The event ended on a roundtable with Ciara Chambers in conversation with Paul Lesch (Luxembourgish Ministry of Culture) and Colm McAuliffe (the Make Film History project) on some of the key challenges of working with, and making accessible, alternative collections. The discussion centred on accessibility in relation to the curation and creative reuse of archive materials for public exhibition, with McAuliffe touching upon the issue of ethics in the creative reuse of audio-visual materials, while Lesch offered some insight into his own archival practices – specifically in relation to an extensive personal collection of Alfred Hitchcock paraphernalia!

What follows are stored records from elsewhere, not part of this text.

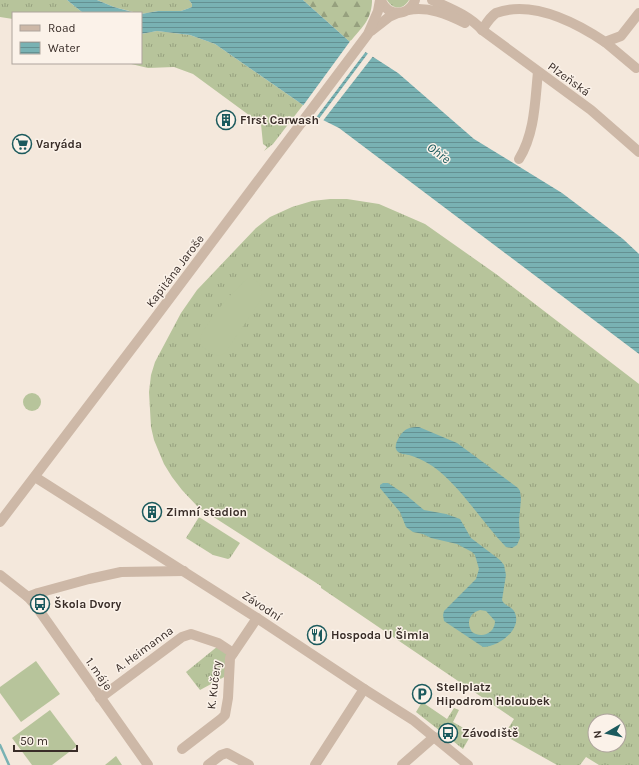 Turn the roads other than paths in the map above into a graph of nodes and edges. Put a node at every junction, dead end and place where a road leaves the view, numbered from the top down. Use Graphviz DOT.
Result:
graph roads {
  1 [pos="381,0"];
  2 [pos="415,0"];
  3 [pos="432,0"];
  4 [pos="403,12"];
  5 [pos="639,13"];
  6 [pos="482,30"];
  7 [pos="368,34"];
  8 [pos="605,42"];
  9 [pos="636,68"];
  10 [pos="538,72"];
  11 [pos="639,152"];
  12 [pos="518,159"];
  13 [pos="35,477"];
  14 [pos="0,522"];
  15 [pos="184,571"];
  16 [pos="0,575"];
  17 [pos="28,597"];
  18 [pos="257,618"];
  19 [pos="234,653"];
  20 [pos="364,689"];
  21 [pos="100,698"];
  22 [pos="434,737"];
  23 [pos="182,750"];
  24 [pos="148,765"];
  25 [pos="208,765"];
  26 [pos="249,765"];
  27 [pos="315,765"];
  28 [pos="402,765"];
  29 [pos="468,765"];
  1 -- 4 [label="street"];
  1 -- 7 [label="street, Kapitána Jaroše"];
  2 -- 4 [label="street"];
  3 -- 6 [label="street, Plzeňská"];
  4 -- 6 [label="street, Plzeňská"];
  4 -- 7 [label="street, Kapitána Jaroše"];
  5 -- 8 [label="street"];
  6 -- 8 [label="street"];
  6 -- 10 [label="street, Plzeňská"];
  7 -- 13 [label="street, Kapitána Jaroše"];
  8 -- 9 [label="street"];
  10 -- 11 [label="street, Plzeňská"];
  10 -- 12 [label="street"];
  13 -- 14 [label="street, Kapitána Jaroše"];
  13 -- 15 [label="street, Závodní"];
  15 -- 17 [label="street"];
  15 -- 18 [label="street, Závodní"];
  16 -- 17 [label="street, 1. máje"];
  17 -- 21 [label="street, 1. máje"];
  18 -- 19 [label="street"];
  18 -- 20 [label="street, Závodní"];
  19 -- 21 [label="street, A. Heimanna"];
  19 -- 23 [label="street, K. Kučery"];
  20 -- 22 [label="street, Závodní"];
  20 -- 27 [label="street"];
  21 -- 24 [label="street, 1. máje"];
  22 -- 28 [label="street"];
  22 -- 29 [label="street, Závodní"];
  25 -- 26 [label="street"];
}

The symposium invited us to reflect on the various challenges involved in researching or working with peripheral archives and collections, but what stood out most was a sense of passion and enthusiasm for spotlighting these formerly hidden histories, as well as the emphasis on applying research to affect change in the industry and in communities. Andrew Burke referenced the work of Archive/Counter-Archive in preserving indigenous histories, as well as the ever-increasing number of vernacular archives making once-ephemeral material newly accessible online and through social media. Other innovations included the use of new technologies such as in the CONGO VR project, or the development of guidelines and toolkits to roll new initiatives out to the archiving community. I left the event with a sense of optimism that we are moving towards a more inclusive future for archival practice, though there are still enough issues to fill several more programmes like this one. And with IAMHIST’s biennial conference making the leap to the southern hemisphere for first time next year, it will be fascinating to see what future discussions and events might evolve from that.

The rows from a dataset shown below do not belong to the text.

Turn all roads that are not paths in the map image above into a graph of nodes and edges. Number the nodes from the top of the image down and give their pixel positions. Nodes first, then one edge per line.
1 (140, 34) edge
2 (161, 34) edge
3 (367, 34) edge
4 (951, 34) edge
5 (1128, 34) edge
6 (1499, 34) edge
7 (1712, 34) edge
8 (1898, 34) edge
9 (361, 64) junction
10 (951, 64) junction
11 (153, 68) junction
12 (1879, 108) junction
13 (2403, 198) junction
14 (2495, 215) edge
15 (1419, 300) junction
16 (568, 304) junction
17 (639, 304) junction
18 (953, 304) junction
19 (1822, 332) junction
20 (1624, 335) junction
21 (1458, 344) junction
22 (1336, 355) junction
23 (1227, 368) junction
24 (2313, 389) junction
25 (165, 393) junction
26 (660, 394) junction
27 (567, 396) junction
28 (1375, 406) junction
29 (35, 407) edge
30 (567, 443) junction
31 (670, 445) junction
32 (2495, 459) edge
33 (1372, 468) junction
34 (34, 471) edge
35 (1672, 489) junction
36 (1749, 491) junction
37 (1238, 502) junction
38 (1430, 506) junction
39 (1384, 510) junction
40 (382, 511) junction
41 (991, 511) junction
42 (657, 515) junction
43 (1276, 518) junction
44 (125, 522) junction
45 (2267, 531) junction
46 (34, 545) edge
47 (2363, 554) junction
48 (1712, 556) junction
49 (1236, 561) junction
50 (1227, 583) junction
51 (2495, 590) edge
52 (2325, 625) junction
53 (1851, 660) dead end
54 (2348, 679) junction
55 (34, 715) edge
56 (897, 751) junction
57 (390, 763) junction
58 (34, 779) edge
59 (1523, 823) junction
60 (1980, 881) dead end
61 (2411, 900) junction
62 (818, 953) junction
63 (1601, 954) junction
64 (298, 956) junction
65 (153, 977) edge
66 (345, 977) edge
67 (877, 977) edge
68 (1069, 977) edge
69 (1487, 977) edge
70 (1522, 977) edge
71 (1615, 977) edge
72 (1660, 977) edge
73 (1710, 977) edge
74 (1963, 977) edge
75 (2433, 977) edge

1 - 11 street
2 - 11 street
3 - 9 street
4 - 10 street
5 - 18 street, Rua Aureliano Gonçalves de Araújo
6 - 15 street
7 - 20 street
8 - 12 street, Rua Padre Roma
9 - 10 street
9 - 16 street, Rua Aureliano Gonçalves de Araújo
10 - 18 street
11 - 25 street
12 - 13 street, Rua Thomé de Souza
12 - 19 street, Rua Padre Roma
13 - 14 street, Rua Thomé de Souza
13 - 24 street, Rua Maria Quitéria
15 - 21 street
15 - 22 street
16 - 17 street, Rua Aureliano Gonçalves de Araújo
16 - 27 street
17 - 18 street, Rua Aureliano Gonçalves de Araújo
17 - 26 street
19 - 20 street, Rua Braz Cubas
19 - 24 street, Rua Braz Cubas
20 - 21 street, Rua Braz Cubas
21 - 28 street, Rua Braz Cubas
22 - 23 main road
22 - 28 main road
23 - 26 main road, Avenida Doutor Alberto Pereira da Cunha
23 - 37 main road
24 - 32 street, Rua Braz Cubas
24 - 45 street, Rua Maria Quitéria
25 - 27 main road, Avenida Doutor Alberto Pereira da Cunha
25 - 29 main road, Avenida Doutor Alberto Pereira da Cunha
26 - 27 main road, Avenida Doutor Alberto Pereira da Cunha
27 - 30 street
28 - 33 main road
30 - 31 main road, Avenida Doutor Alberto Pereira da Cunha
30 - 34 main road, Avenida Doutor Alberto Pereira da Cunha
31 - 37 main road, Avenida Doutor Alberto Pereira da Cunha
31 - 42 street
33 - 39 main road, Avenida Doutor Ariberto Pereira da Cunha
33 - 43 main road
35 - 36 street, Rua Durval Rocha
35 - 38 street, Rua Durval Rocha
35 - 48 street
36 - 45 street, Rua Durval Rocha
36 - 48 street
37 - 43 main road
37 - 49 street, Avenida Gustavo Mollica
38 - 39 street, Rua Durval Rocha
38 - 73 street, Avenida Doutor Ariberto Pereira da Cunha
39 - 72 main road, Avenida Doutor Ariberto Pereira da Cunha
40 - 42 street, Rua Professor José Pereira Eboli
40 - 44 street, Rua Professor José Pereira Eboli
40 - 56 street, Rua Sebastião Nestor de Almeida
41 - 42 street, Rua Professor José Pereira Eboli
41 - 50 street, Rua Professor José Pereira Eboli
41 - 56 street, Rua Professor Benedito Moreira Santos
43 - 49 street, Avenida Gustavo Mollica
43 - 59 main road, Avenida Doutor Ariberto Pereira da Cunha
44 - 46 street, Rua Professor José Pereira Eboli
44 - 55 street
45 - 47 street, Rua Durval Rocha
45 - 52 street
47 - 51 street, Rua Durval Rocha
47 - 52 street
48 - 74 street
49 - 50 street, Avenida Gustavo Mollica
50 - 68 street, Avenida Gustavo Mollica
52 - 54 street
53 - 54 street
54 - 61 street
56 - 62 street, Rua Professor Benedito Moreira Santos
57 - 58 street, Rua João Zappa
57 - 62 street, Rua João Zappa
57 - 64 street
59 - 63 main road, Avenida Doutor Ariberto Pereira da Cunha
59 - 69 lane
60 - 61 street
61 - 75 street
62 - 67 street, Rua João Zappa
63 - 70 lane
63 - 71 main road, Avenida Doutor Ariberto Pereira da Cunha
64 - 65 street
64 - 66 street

Ellen Scally is a PhD candidate in the Department of Film & Screen Media at University College Cork and an Irish Research Council Government of Ireland Postgraduate Scholar. She is a former graduate of the MA in Film & Screen Media from UCC. Her PhD project concerns the history of amateur film and cine-culture in Ireland, and research interests include Irish cinema history, amateur film culture and practice and audio-visual archives.

Disclaimer: The IAMHIST Blog is a platform that offers individual scholars the opportunity to present their work and thoughts. They alone are responsible for the content, which does not represent the view of the IAMHIST council or other IAMHIST members.